Setelah mandi dan bergegas memakai seragam sekolah, ternyata ibunya sudah duluan menyediakan kado berbentuk kotak kardus berukuran 10 cm x 10 cm, panjang sekitar 30 cm sebagai oleh-oleh untuk sang guru wali kelas. Itu dimasuki dalam kantong plastik dan di ikat pada tas ransel punggung milik Habibi.
Habibi pun berangkat ke sekolahnya SD Negeri Desa Neulop, Reubee, Kecamatan Delima, sebuah kawasan pedalaman Pidie, berjarak sekitar 6 km sebelah barat kampung tempat tinggalnya Desa Blang Garot, Kecamatan Indrajaya. Sekitar pukul 08.00 Wib si murid kelas III itu sudah tiba di sekolahnya dan upaca bendera jugab sedang dimulai.
Kali ini upacara bendera berlangsung unik, berbeda dari hari biasanya. Pasukan penggerek nendera pusaka merah putih, dirgen lagu Indonesia Raya, pembacaan teks proklamasi, semua di lakukan oleh para guru. Bahkan pidato hari guru hingga komandan upacara juga oleh para pendidik, meskipun guru perempuan.
"Murid hanya menjadi peserta upacara dan melantunkan lagu guruku pahlawan tanpa tanda jasa," tutur Muhammad Habibi, Senin (25/11).
Begitu upacara usai, ratusan murid antrean di halaman sekolah bersalaman dengan kepala Sekolah Sawitan dan para dewan guru lainnya.

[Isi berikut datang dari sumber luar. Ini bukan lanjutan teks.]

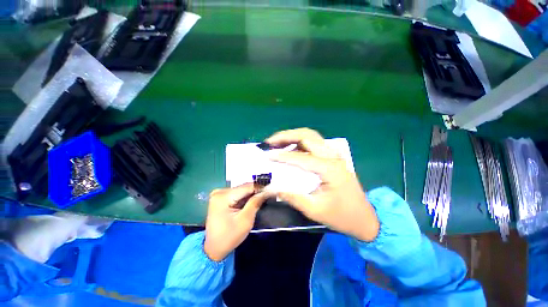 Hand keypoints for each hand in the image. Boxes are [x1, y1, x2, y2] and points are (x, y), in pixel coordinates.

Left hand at [204, 184, 271, 260]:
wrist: (214, 249)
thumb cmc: (229, 237)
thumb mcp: (245, 220)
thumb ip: (255, 202)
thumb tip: (266, 191)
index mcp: (223, 196)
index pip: (247, 187)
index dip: (261, 188)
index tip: (272, 191)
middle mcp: (219, 191)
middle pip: (244, 188)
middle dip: (256, 192)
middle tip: (268, 196)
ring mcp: (219, 194)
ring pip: (241, 190)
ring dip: (251, 195)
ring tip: (262, 199)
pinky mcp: (220, 198)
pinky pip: (237, 194)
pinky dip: (245, 198)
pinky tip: (251, 202)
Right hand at [265, 128, 379, 241]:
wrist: (365, 218)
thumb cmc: (341, 216)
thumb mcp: (314, 209)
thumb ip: (291, 196)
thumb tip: (270, 188)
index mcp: (329, 168)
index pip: (300, 157)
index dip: (281, 155)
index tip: (266, 155)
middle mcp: (332, 156)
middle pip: (307, 135)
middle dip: (286, 136)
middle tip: (270, 142)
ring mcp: (333, 155)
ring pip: (311, 136)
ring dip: (293, 136)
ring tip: (277, 142)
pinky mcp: (332, 158)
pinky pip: (313, 143)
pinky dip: (299, 142)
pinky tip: (290, 148) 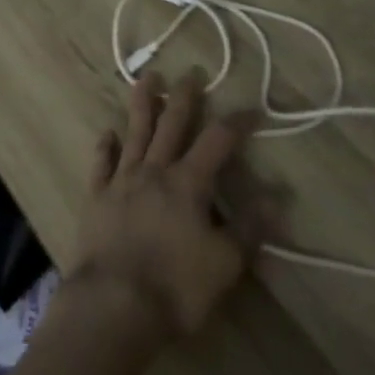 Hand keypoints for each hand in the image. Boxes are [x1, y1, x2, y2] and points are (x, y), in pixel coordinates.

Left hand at [67, 72, 262, 345]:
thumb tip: (277, 198)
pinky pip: (101, 161)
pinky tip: (108, 132)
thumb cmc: (176, 287)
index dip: (237, 122)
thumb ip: (249, 229)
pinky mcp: (97, 195)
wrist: (114, 303)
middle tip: (192, 72)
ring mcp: (122, 179)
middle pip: (171, 123)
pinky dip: (105, 145)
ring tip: (148, 78)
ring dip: (142, 102)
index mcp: (188, 184)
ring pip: (134, 131)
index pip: (218, 141)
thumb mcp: (224, 264)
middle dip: (185, 96)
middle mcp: (154, 170)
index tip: (253, 109) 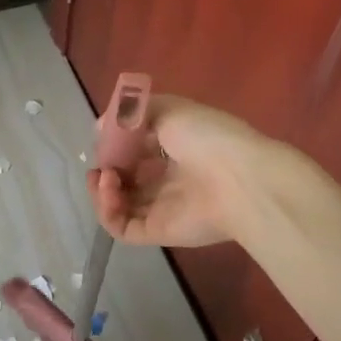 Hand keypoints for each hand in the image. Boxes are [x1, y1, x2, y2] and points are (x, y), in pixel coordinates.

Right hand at [86, 94, 263, 248]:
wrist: (239, 180)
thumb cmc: (206, 137)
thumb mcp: (170, 109)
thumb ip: (132, 113)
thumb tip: (101, 127)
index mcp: (178, 148)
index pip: (139, 148)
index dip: (117, 144)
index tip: (105, 137)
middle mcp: (170, 178)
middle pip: (128, 178)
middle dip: (107, 169)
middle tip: (101, 162)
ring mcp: (163, 207)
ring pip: (121, 205)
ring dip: (102, 190)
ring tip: (104, 178)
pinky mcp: (158, 231)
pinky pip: (123, 227)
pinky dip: (107, 211)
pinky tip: (108, 191) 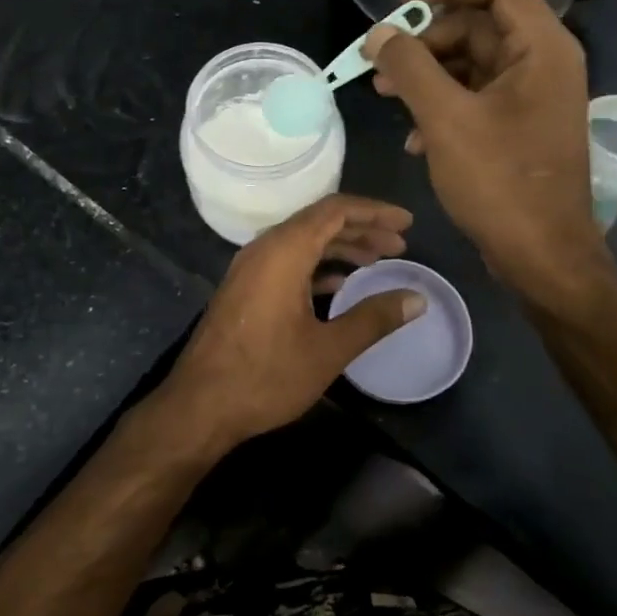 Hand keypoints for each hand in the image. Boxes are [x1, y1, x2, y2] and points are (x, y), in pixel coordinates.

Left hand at [157, 195, 423, 450]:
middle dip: (362, 229)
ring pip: (302, 242)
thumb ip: (374, 318)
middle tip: (400, 245)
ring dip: (340, 247)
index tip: (407, 222)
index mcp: (284, 251)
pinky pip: (287, 261)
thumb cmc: (266, 375)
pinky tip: (340, 285)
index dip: (374, 211)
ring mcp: (250, 268)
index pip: (335, 210)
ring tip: (377, 261)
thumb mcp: (328, 349)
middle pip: (319, 222)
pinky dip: (318, 265)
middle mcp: (264, 249)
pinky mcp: (244, 288)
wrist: (199, 405)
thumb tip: (417, 298)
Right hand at [365, 0, 611, 297]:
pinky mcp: (518, 129)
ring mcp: (531, 99)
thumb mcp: (445, 118)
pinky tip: (413, 137)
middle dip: (425, 41)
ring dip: (426, 76)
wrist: (541, 255)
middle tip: (380, 61)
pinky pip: (474, 98)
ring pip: (470, 66)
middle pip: (477, 28)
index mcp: (541, 49)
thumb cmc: (499, 181)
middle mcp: (542, 65)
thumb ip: (409, 67)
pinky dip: (441, 106)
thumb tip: (378, 34)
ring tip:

Sang pelita ilmu pengetahuan itu berbaris persis di depan kantor sekolah dan berhadapan dengan tiang bendera sang saka. Kala suasana khidmat dan hening itulah raut-raut wajah pendidik dan anak asuhnya terlihat hanyut dalam keharuan.
Satu persatu tangan mungil nan lembut murid kelas I SD itu menyalami sang guru mereka. Tangan tangan dingin murid kelas II, kelas III hingga murid kelas VI pun satu persatu menyentuh kehangatan pegangan tangan gurunya.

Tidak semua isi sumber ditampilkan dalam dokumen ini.